> [WHAT THE EXERCISE ASKS] Make an exact copy of the records below, excluding images.
_ _ _
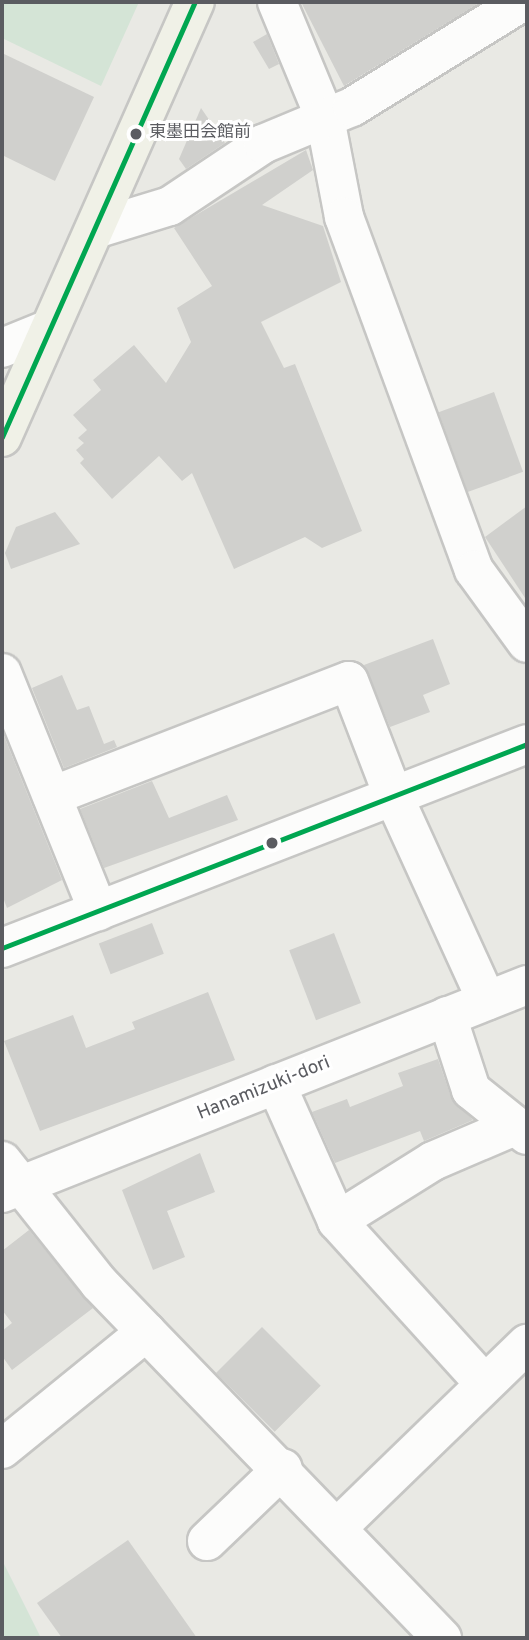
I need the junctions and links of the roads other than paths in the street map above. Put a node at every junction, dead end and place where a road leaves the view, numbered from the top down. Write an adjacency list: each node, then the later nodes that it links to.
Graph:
1 (195, 2): 5 (main road)
2 (277, 2): 4 (street)
3 (523, 2): 4 (street)
4 (325, 118): 5 (street); 9 (street)
5 (95, 229): 6 (main road)
6 (49, 329): 7 (street); 8 (main road)
7 (2, 348)
8 (2, 437)
9 (527, 643)
10 (2, 673): 13 (street)
11 (527, 744): 12 (street)
12 (393, 795): 13 (street); 14 (street); 17 (street)
13 (52, 796): 14 (street)
14 (98, 911): 15 (street)
15 (2, 948)
16 (527, 985): 17 (street, Hanamizuki-dori)
17 (487, 1001): 18 (street, Hanamizuki-dori)
18 (447, 1016): 19 (street, Hanamizuki-dori); 20 (street)
19 (276, 1084): 21 (street, Hanamizuki-dori); 22 (street)
20 (521, 1130): 22 (street)
21 (8, 1180): 23 (street)
22 (337, 1221): 25 (street)
23 (146, 1332): 26 (street); 27 (street)
24 (527, 1344): 25 (street)
25 (484, 1383): 28 (street)
26 (2, 1449)
27 (283, 1468): 28 (street); 29 (street)
28 (339, 1526): 30 (street)
29 (207, 1541)
30 (442, 1638)

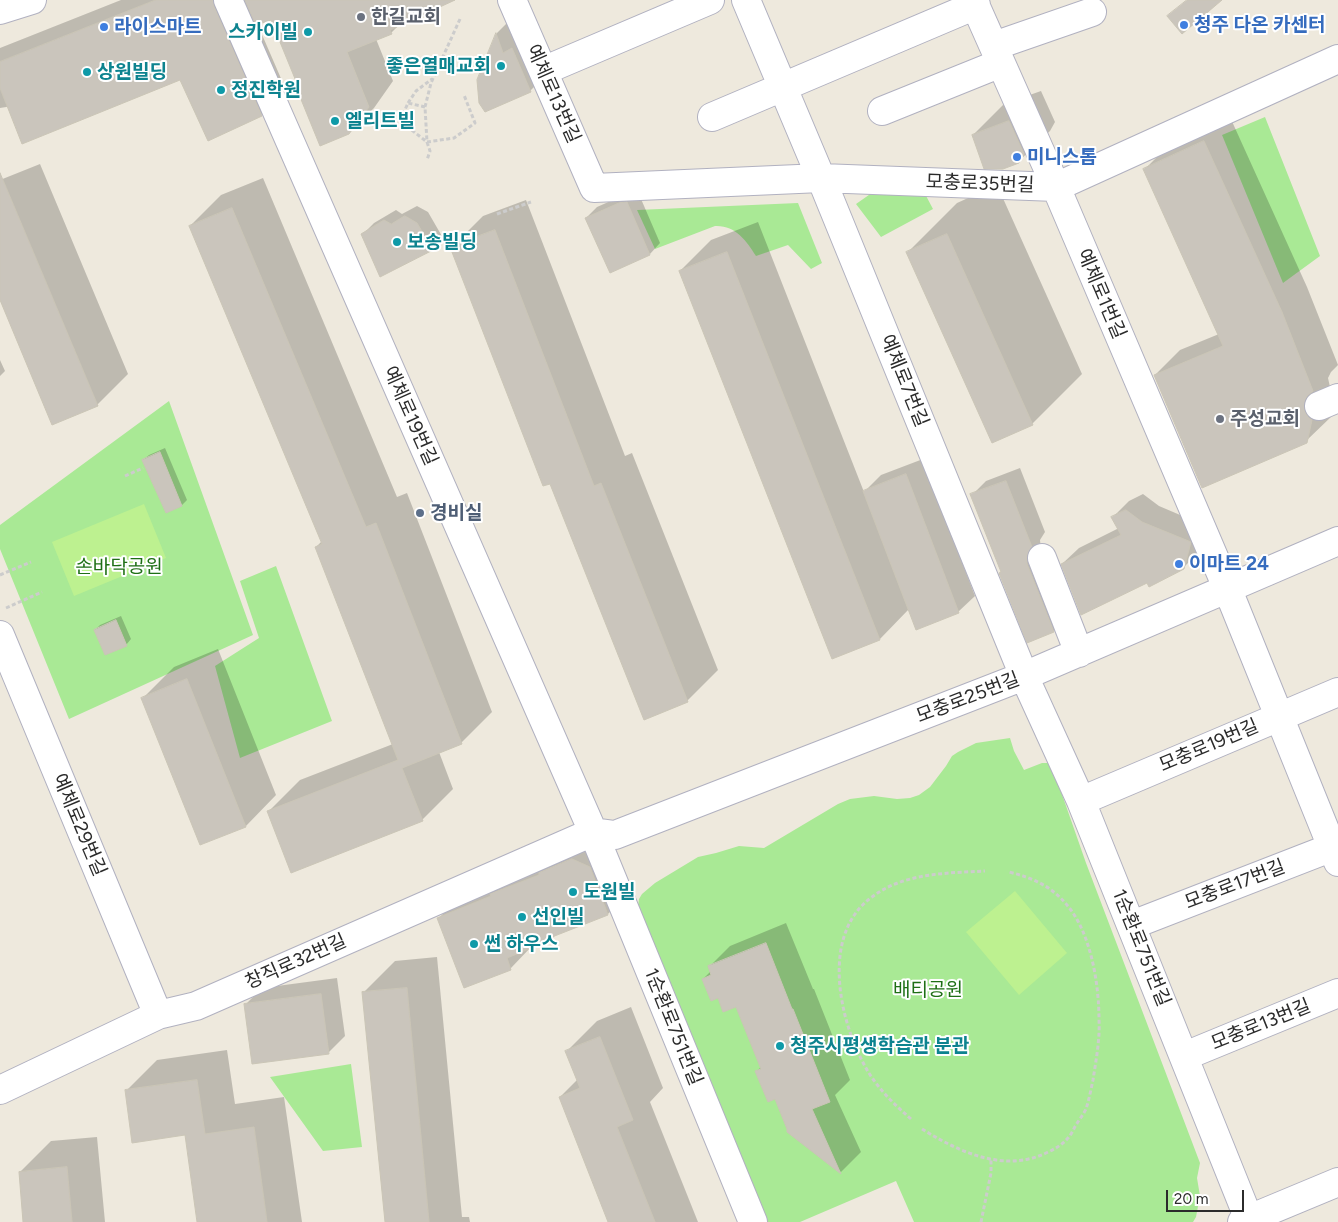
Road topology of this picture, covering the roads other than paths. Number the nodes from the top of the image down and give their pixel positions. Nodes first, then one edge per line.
1 (32, 0) edge
2 (228, 0) edge
3 (512, 0) edge
4 (710, 0) edge
5 (746, 0) edge
6 (974, 2) edge
7 (0, 10) edge
8 (1092, 12) dead end
9 (997, 55) junction
10 (1338, 59) edge
11 (543, 71) junction
12 (783, 87) junction
13 (882, 111) dead end
14 (712, 117) dead end
15 (820, 178) junction
16 (1056, 187) junction
17 (594, 188) joint
18 (1338, 541) edge
19 (1042, 558) dead end
20 (1228, 590) junction
21 (0, 635) edge
22 (1079, 652) junction
23 (1024, 676) junction
24 (1338, 692) edge
25 (1279, 716) junction
26 (1081, 801) junction
27 (593, 832) junction
28 (1336, 851) edge
29 (1132, 925) junction
30 (1338, 993) edge
31 (158, 1015) junction
32 (1185, 1056) junction
33 (0, 1090) edge
34 (1338, 1182) edge
35 (1247, 1221) edge
36 (753, 1222) edge

1 - 7 street
2 - 27 street, 예체로19번길
3 - 11 street, 예체로13번길
4 - 11 street
5 - 12 street, 예체로7번길
6 - 9 street, 예체로1번길
6 - 12 street
8 - 9 street
9 - 13 street
9 - 16 street, 예체로1번길
10 - 16 street, 모충로35번길
11 - 17 street, 예체로13번길
12 - 14 street
12 - 15 street, 예체로7번길
15 - 16 street, 모충로35번길
15 - 17 street, 모충로35번길
15 - 23 street, 예체로7번길
16 - 20 street, 예체로1번길
18 - 20 street, 모충로25번길
19 - 22 street
20 - 22 street, 모충로25번길
20 - 25 street, 예체로1번길
21 - 31 street, 예체로29번길
22 - 23 street, 모충로25번길
23 - 26 street, 1순환로751번길
23 - 27 street, 모충로25번길
24 - 25 street, 모충로19번길
25 - 26 street, 모충로19번길
25 - 28 street, 예체로1번길
26 - 29 street, 1순환로751번길
27 - 31 street, 창직로32번길
27 - 36 street, 1순환로751번길
28 - 29 street, 모충로17번길
29 - 32 street, 1순환로751번길
30 - 32 street, 모충로13번길
31 - 33 street, 창직로32번길
32 - 35 street, 1순환로751번길
34 - 35 street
_ _ _
> [SOLUTION TO THE PROBLEM]
I need the junctions and links of the roads other than paths in the street map above. Put a node at every junction, dead end and place where a road leaves the view, numbered from the top down. Write an adjacency list: each node, then the later nodes that it links to.
Graph:
1 (195, 2): 5 (main road)
2 (277, 2): 4 (street)
3 (523, 2): 4 (street)
4 (325, 118): 5 (street); 9 (street)
5 (95, 229): 6 (main road)
6 (49, 329): 7 (street); 8 (main road)
7 (2, 348)
8 (2, 437)
9 (527, 643)
10 (2, 673): 13 (street)
11 (527, 744): 12 (street)
12 (393, 795): 13 (street); 14 (street); 17 (street)
13 (52, 796): 14 (street)
14 (98, 911): 15 (street)
15 (2, 948)
16 (527, 985): 17 (street, Hanamizuki-dori)
17 (487, 1001): 18 (street, Hanamizuki-dori)
18 (447, 1016): 19 (street, Hanamizuki-dori); 20 (street)
19 (276, 1084): 21 (street, Hanamizuki-dori); 22 (street)
20 (521, 1130): 22 (street)
21 (8, 1180): 23 (street)
22 (337, 1221): 25 (street)
23 (146, 1332): 26 (street); 27 (street)
24 (527, 1344): 25 (street)
25 (484, 1383): 28 (street)
26 (2, 1449)
27 (283, 1468): 28 (street); 29 (street)
28 (339, 1526): 30 (street)
29 (207, 1541)
30 (442, 1638)

Road topology of this picture, covering the roads other than paths. Number the nodes from the top of the image down and give their pixel positions. Nodes first, then one edge per line.
1 (32, 0) edge
2 (228, 0) edge
3 (512, 0) edge
4 (710, 0) edge
5 (746, 0) edge
6 (974, 2) edge
7 (0, 10) edge
8 (1092, 12) dead end
9 (997, 55) junction
10 (1338, 59) edge
11 (543, 71) junction
12 (783, 87) junction
13 (882, 111) dead end
14 (712, 117) dead end
15 (820, 178) junction
16 (1056, 187) junction
17 (594, 188) joint
18 (1338, 541) edge
19 (1042, 558) dead end
20 (1228, 590) junction
21 (0, 635) edge
22 (1079, 652) junction
23 (1024, 676) junction
24 (1338, 692) edge
25 (1279, 716) junction
26 (1081, 801) junction
27 (593, 832) junction
28 (1336, 851) edge
29 (1132, 925) junction
30 (1338, 993) edge
31 (158, 1015) junction
32 (1185, 1056) junction
33 (0, 1090) edge
34 (1338, 1182) edge
35 (1247, 1221) edge
36 (753, 1222) edge

1 - 7 street
2 - 27 street, 예체로19번길
3 - 11 street, 예체로13번길
4 - 11 street
5 - 12 street, 예체로7번길
6 - 9 street, 예체로1번길
6 - 12 street
8 - 9 street
9 - 13 street
9 - 16 street, 예체로1번길
10 - 16 street, 모충로35번길
11 - 17 street, 예체로13번길
12 - 14 street
12 - 15 street, 예체로7번길
15 - 16 street, 모충로35번길
15 - 17 street, 모충로35번길
15 - 23 street, 예체로7번길
16 - 20 street, 예체로1번길
18 - 20 street, 모충로25번길
19 - 22 street
20 - 22 street, 모충로25번길
20 - 25 street, 예체로1번길
21 - 31 street, 예체로29번길
22 - 23 street, 모충로25번길
23 - 26 street, 1순환로751번길
23 - 27 street, 모충로25번길
24 - 25 street, 모충로19번길
25 - 26 street, 모충로19번길
25 - 28 street, 예체로1번길
26 - 29 street, 1순환로751번길
27 - 31 street, 창직로32번길
27 - 36 street, 1순환로751번길
28 - 29 street, 모충로17번길
29 - 32 street, 1순환로751번길
30 - 32 street, 모충로13번길
31 - 33 street, 창직로32번길
32 - 35 street, 1순환로751번길
34 - 35 street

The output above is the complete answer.